Yeah, it seems events are global states triggered by events/conditions.

In that case, let me summarize as best as I can:

ADRIFT:

Almost everything can be done with drop-down menus. If you want to stick with traditional adventures (exploring the map, finding and manipulating objects, talking to NPCs), you can create pretty much your entire game from the map-view.

You need to be very careful about creating general commands (SHOOT {anything}) and overruling those with specific commands (SHOOT {GUN}). If you are, it’s a great low-threshold IF creation system.

Its “write-from-the-map approach” is very rewarding. Just double-click the map grid fright in front of you to create a location, click on the location to pop up a location window, and create everything in or about that location (e.g. objects, NPCs, and all their commands and tasks) with drop-down menus within the location window. Click and drag to make pathways to other locations. Repeat a few times and you’re good to go.

It’s also easier to create alternative descriptions for changing game states. Just click the bottom of a given description window to create alternative description. Use the drop-down menu to select conditions under which alternative description should be shown to player.

TADS:

TADS’s multiple inheritance makes it susceptible to the diamond problem.

It makes writing conversations easier out of the box than Inform does because TADS makes some elementary decisions on the behalf of the author, and that makes it easier to get started. But you end up having to do more work if you want to deviate from TADS’s creator’s vision in this regard.

  • you can use it to implement a hybrid ASK/TELL system with topic suggestions:

“(You could ask Charlie about Dave, or tell him about Edgar.)”

  • TopicEntry can also be used to model PC knowledge and extended for NPCs
  • it supports forms of greetings and goodbyes, making conversations more natural
  • NPCs can initiate conversations
  • NPCs can continue talking to the PC, even if the PC is doing something else in the middle of the conversation
  • the system has a notion of “nodes” which lend structure to the conversation, affecting the topics which are available at certain points
  • you can define one-off commands which are only valid at particular nodes:

“(You could sigh, shake your head, or accuse him of lying.)”

Inform:

Inform has scenes, which are essentially global states triggered by events/conditions.

Eric Eve has implemented a similar conversation conversation system to TADS’s in an extension for Inform.

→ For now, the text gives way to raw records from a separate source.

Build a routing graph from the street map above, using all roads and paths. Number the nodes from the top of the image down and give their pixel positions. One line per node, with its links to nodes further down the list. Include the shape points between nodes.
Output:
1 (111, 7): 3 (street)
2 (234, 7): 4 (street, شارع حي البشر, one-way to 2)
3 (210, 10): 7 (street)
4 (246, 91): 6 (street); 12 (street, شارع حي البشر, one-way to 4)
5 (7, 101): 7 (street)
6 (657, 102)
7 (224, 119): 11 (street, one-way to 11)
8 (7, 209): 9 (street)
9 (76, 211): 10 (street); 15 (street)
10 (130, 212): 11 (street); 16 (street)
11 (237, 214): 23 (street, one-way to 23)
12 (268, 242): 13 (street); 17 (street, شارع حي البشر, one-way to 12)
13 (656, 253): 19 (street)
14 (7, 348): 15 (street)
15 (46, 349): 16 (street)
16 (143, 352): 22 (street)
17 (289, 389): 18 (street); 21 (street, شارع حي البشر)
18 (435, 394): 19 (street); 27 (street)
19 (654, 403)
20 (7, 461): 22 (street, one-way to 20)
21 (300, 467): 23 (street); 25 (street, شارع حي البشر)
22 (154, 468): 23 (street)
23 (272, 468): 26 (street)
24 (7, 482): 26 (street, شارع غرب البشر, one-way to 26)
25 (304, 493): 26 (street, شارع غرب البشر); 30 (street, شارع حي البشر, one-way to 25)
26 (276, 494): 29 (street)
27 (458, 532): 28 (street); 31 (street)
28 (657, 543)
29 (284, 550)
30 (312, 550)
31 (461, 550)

You have rules for handling actions, but this can get confusing. For example, you might use an “Instead of jumping” rule to quickly override some default behaviour, but you have to keep in mind that this means that the action did not actually take place, as far as Inform is concerned (because we have done something else instead ). So later checks for “If we have jumped” will turn out false, which might not be what you intended.

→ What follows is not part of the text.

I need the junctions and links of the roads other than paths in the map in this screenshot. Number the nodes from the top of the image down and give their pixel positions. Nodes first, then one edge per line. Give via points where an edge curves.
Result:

As another example, you might use a “Carry Out” rule to customize what an action does, and then find out that the Standard Rules have a Report rule which tacks on a message that’s incongruent with what you just implemented.

Dialog:

It’s based on the same concepts as Prolog.

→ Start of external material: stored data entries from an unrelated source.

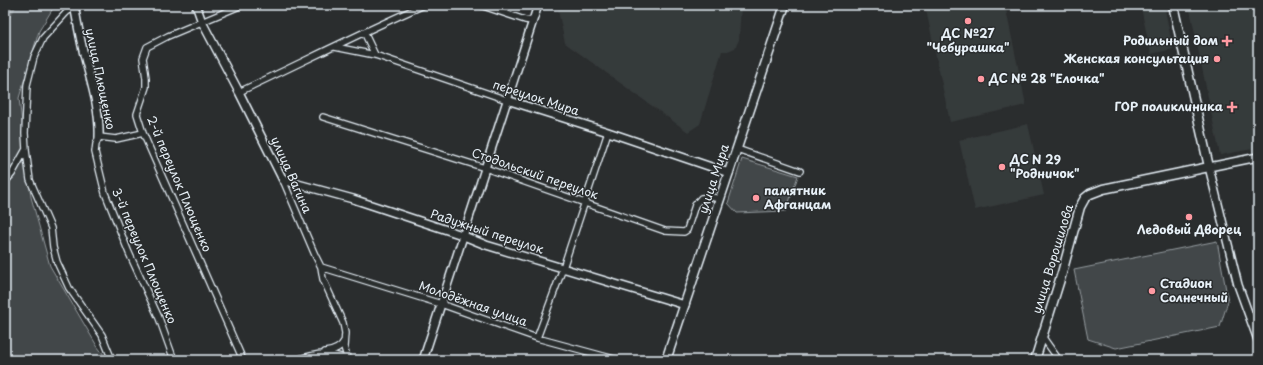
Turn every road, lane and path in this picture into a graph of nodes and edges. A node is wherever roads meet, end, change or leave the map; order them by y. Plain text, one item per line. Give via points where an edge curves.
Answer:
1 (196, 5) edge
2 (242, 5) edge
3 (424, 5) edge
4 (480, 5) edge
5 (538, 5) edge
6 (785, 5) edge
7 (1173, 5) edge
8 (74, 6) edge
9 (533, 21) junction
10 (202, 22) junction
11 (364, 32) junction
12 (335, 47) junction
13 (375, 54) junction
14 (240, 92) junction
15 (507, 100) junction
16 (323, 117) dead end
17 (143, 132) junction
18 (608, 132) junction
19 (100, 137) junction
20 (26, 149) junction
21 (737, 149) junction
22 (1258, 157) edge
23 (1209, 166) junction
24 (485, 168) junction
25 (800, 171) dead end
26 (729, 174) junction
27 (283, 180) junction
28 (5, 182) edge
29 (720, 199) junction
30 (584, 203) junction
31 (464, 236) junction
32 (321, 267) junction
33 (562, 268) junction
34 (441, 304) junction
35 (685, 305) junction
36 (1042, 336) junction
37 (537, 338) junction
38 (1258, 340) edge
39 (345, 341) junction
40 (320, 353) junction
41 (112, 360) edge
42 (174, 360) edge
43 (243, 360) edge
44 (296, 360) edge
45 (349, 360) edge
46 (423, 360) edge
47 (618, 360) edge
48 (666, 360) edge
49 (1035, 360) edge
50 (1059, 360) edge

1 - 10 street, улица Вагина
2 - 10 street
3 - 11 street
4 - 9 street
5 - 9 street
6 - 21 main road, улица Мира
7 - 23 main road
8 - 19 street, улица Плющенко
8 - 20 street, улица Плющенко via 43,38 34,56 27,84
9 - 15 street
10 - 14 street, улица Вагина
10 - 17 street, 2-й переулок Плющенко via 149,45 145,50 143,58 146,88 137,114
11 - 12 street
11 - 13 street
12 - 13 street, переулок Мира
12 - 14 street
13 - 15 street, переулок Мира
14 - 27 street, улица Вагина
15 - 18 street, переулок Мира
15 - 24 street
16 - 24 street, Стодольский переулок
17 - 19 street, улица Плющенко via 116,139
17 - 43 street, 2-й переулок Плющенко
18 - 26 street, переулок Мира
18 - 30 street
19 - 42 street, 3-й переулок Плющенко via 95,152 105,193 131,259 159,318
20 - 28 street
20 - 41 street, улица Плющенко via 30,180 51,228 57,262 69,288 102,335
21 - 25 street
21 - 26 main road, улица Мира
22 - 23 street, улица Ворошилова
23 - 36 main road, улица Ворошилова via 1103,189 1085,198 1077,214
23 - 38 street via 1238,285
24 - 30 street, Стодольский переулок
24 - 31 street
26 - 29 main road, улица Мира
27 - 31 street, Радужный переулок
27 - 32 street, улица Вагина
29 - 30 street, Стодольский переулок via 701,198 695,205 687,230 684,232 665,231
29 - 35 main road, улица Мира
30 - 33 street
31 - 33 street, Радужный переулок
31 - 34 street
32 - 34 street, Молодёжная улица
32 - 39 street, улица Вагина via 323,279 343,323
33 - 35 street, Радужный переулок
33 - 37 street
34 - 37 street, Молодёжная улица
34 - 46 street
35 - 48 main road, улица Мира
36 - 49 main road, улица Ворошилова
36 - 50 street
37 - 47 street, Молодёжная улица
39 - 40 street via 333,351
39 - 45 street, улица Вагина via 345,352
40 - 44 street
40 - 45 street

There haven’t been a ton of games made in it because it’s still fairly new (only a few years old), but it’s really complete. It may join the ranks of Inform and TADS in terms of impact. It compiles to zcode so it runs in any interpreter that runs Inform, along with having its own browser implementation that handles clickable links.

Like Inform, Dialog doesn’t have an object model as it’s not object-oriented. The objects act the way they do because they’re the result of a bunch of global rules that manipulate the game logic to give the appearance of objects. This could be considered a drawback, but it can be used in some really powerful ways that would be difficult to implement in other languages.

It enables you to write unit tests in the language itself, and you get a lot of the things you might spend a lot of time implementing in other languages right out of the box.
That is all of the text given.